## EXERCISE DIRECTIONS
Go through the listing and retype each line exactly.

## INPUT MATERIAL
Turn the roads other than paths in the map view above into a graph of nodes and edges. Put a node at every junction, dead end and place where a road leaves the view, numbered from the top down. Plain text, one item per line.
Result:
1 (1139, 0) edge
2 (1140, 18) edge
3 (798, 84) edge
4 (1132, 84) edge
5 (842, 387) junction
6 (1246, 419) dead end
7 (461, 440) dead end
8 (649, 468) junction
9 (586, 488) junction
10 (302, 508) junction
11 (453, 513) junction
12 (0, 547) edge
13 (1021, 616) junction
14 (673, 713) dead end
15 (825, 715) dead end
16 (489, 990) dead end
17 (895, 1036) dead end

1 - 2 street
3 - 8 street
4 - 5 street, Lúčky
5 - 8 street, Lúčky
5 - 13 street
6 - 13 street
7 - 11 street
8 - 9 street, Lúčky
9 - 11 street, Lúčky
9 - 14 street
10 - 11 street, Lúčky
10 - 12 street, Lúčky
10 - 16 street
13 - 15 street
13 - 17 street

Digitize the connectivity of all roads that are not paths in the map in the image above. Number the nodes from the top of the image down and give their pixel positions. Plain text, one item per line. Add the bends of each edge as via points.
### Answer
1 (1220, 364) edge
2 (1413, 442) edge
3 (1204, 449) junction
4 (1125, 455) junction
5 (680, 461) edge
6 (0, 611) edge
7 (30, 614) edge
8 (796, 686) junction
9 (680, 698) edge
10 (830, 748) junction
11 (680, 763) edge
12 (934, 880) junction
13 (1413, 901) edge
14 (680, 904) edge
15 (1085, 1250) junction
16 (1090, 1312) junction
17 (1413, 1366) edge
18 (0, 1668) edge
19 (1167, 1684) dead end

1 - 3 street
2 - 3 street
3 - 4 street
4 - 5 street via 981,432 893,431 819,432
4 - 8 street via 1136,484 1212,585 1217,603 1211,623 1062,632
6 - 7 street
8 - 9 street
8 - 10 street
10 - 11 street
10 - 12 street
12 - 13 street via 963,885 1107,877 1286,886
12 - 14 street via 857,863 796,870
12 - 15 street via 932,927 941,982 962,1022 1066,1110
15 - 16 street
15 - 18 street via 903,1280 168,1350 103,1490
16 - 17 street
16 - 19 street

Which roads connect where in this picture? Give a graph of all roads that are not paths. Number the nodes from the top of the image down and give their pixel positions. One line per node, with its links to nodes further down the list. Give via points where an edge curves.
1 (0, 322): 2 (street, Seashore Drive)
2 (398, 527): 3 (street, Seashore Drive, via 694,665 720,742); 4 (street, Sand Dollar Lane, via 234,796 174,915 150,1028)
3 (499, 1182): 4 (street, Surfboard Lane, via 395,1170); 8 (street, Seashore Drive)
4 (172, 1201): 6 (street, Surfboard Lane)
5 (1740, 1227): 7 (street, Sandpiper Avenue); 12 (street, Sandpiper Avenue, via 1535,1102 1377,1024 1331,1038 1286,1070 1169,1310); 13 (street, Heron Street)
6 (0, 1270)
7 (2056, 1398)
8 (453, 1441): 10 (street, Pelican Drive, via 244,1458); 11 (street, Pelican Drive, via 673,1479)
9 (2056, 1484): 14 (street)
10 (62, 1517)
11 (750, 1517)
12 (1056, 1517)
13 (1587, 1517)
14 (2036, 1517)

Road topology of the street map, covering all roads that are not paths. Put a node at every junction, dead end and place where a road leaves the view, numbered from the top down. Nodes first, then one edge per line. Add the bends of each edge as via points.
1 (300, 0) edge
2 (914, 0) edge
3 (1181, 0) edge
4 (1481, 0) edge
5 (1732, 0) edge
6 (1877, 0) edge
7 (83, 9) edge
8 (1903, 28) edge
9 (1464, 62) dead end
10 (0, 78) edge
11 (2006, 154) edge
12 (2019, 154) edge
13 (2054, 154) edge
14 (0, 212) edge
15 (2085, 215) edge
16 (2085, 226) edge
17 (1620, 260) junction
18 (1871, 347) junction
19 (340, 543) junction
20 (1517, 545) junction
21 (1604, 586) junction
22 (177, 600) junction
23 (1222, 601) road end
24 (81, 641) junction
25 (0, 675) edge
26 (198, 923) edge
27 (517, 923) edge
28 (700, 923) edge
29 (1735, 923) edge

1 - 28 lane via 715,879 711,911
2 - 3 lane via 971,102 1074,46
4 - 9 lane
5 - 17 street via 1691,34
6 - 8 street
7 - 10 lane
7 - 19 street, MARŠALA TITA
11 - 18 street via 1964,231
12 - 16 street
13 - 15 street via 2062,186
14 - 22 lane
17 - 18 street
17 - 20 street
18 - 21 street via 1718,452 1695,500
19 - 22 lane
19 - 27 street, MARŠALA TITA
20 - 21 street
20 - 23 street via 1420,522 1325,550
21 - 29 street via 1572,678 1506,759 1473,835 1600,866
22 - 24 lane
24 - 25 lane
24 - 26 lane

## PROBLEM SOLUTION
Turn the roads other than paths in the map view above into a graph of nodes and edges. Put a node at every junction, dead end and place where a road leaves the view, numbered from the top down. Plain text, one item per line.
Result:
1 (1139, 0) edge
2 (1140, 18) edge
3 (798, 84) edge
4 (1132, 84) edge
5 (842, 387) junction
6 (1246, 419) dead end
7 (461, 440) dead end
8 (649, 468) junction
9 (586, 488) junction
10 (302, 508) junction
11 (453, 513) junction
12 (0, 547) edge
13 (1021, 616) junction
14 (673, 713) dead end
15 (825, 715) dead end
16 (489, 990) dead end
17 (895, 1036) dead end

1 - 2 street
3 - 8 street
4 - 5 street, Lúčky
5 - 8 street, Lúčky
5 - 13 street
6 - 13 street
7 - 11 street
8 - 9 street, Lúčky
9 - 11 street, Lúčky
9 - 14 street
10 - 11 street, Lúčky
10 - 12 street, Lúčky
10 - 16 street
13 - 15 street
13 - 17 street

Digitize the connectivity of all roads that are not paths in the map in the image above. Number the nodes from the top of the image down and give their pixel positions. Plain text, one item per line. Add the bends of each edge as via points.
### Answer
1 (1220, 364) edge
2 (1413, 442) edge
3 (1204, 449) junction
4 (1125, 455) junction
5 (680, 461) edge
6 (0, 611) edge
7 (30, 614) edge
8 (796, 686) junction
9 (680, 698) edge
10 (830, 748) junction
11 (680, 763) edge
12 (934, 880) junction
13 (1413, 901) edge
14 (680, 904) edge
15 (1085, 1250) junction
16 (1090, 1312) junction
17 (1413, 1366) edge
18 (0, 1668) edge
19 (1167, 1684) dead end

1 - 3 street
2 - 3 street
3 - 4 street
4 - 5 street via 981,432 893,431 819,432
4 - 8 street via 1136,484 1212,585 1217,603 1211,623 1062,632
6 - 7 street
8 - 9 street
8 - 10 street
10 - 11 street
10 - 12 street
12 - 13 street via 963,885 1107,877 1286,886
12 - 14 street via 857,863 796,870
12 - 15 street via 932,927 941,982 962,1022 1066,1110
15 - 16 street
15 - 18 street via 903,1280 168,1350 103,1490
16 - 17 street
16 - 19 street

Which roads connect where in this picture? Give a graph of all roads that are not paths. Number the nodes from the top of the image down and give their pixel positions. One line per node, with its links to nodes further down the list. Give via points where an edge curves.
1 (0, 322): 2 (street, Seashore Drive)
2 (398, 527): 3 (street, Seashore Drive, via 694,665 720,742); 4 (street, Sand Dollar Lane, via 234,796 174,915 150,1028)
3 (499, 1182): 4 (street, Surfboard Lane, via 395,1170); 8 (street, Seashore Drive)
4 (172, 1201): 6 (street, Surfboard Lane)
5 (1740, 1227): 7 (street, Sandpiper Avenue); 12 (street, Sandpiper Avenue, via 1535,1102 1377,1024 1331,1038 1286,1070 1169,1310); 13 (street, Heron Street)
6 (0, 1270)
7 (2056, 1398)
8 (453, 1441): 10 (street, Pelican Drive, via 244,1458); 11 (street, Pelican Drive, via 673,1479)
9 (2056, 1484): 14 (street)
10 (62, 1517)
11 (750, 1517)
12 (1056, 1517)
13 (1587, 1517)
14 (2036, 1517)

Road topology of the street map, covering all roads that are not paths. Put a node at every junction, dead end and place where a road leaves the view, numbered from the top down. Nodes first, then one edge per line. Add the bends of each edge as via points.
1 (300, 0) edge
2 (914, 0) edge
3 (1181, 0) edge
4 (1481, 0) edge
5 (1732, 0) edge
6 (1877, 0) edge
7 (83, 9) edge
8 (1903, 28) edge
9 (1464, 62) dead end
10 (0, 78) edge
11 (2006, 154) edge
12 (2019, 154) edge
13 (2054, 154) edge
14 (0, 212) edge
15 (2085, 215) edge
16 (2085, 226) edge
17 (1620, 260) junction
18 (1871, 347) junction
19 (340, 543) junction
20 (1517, 545) junction
21 (1604, 586) junction
22 (177, 600) junction
23 (1222, 601) road end
24 (81, 641) junction
25 (0, 675) edge
26 (198, 923) edge
27 (517, 923) edge
28 (700, 923) edge
29 (1735, 923) edge

1 - 28 lane via 715,879 711,911
2 - 3 lane via 971,102 1074,46
4 - 9 lane
5 - 17 street via 1691,34
6 - 8 street
7 - 10 lane
7 - 19 street, MARŠALA TITA
11 - 18 street via 1964,231
12 - 16 street
13 - 15 street via 2062,186
14 - 22 lane
17 - 18 street
17 - 20 street
18 - 21 street via 1718,452 1695,500
19 - 22 lane
19 - 27 street, MARŠALA TITA
20 - 21 street
20 - 23 street via 1420,522 1325,550
21 - 29 street via 1572,678 1506,759 1473,835 1600,866
22 - 24 lane
24 - 25 lane
24 - 26 lane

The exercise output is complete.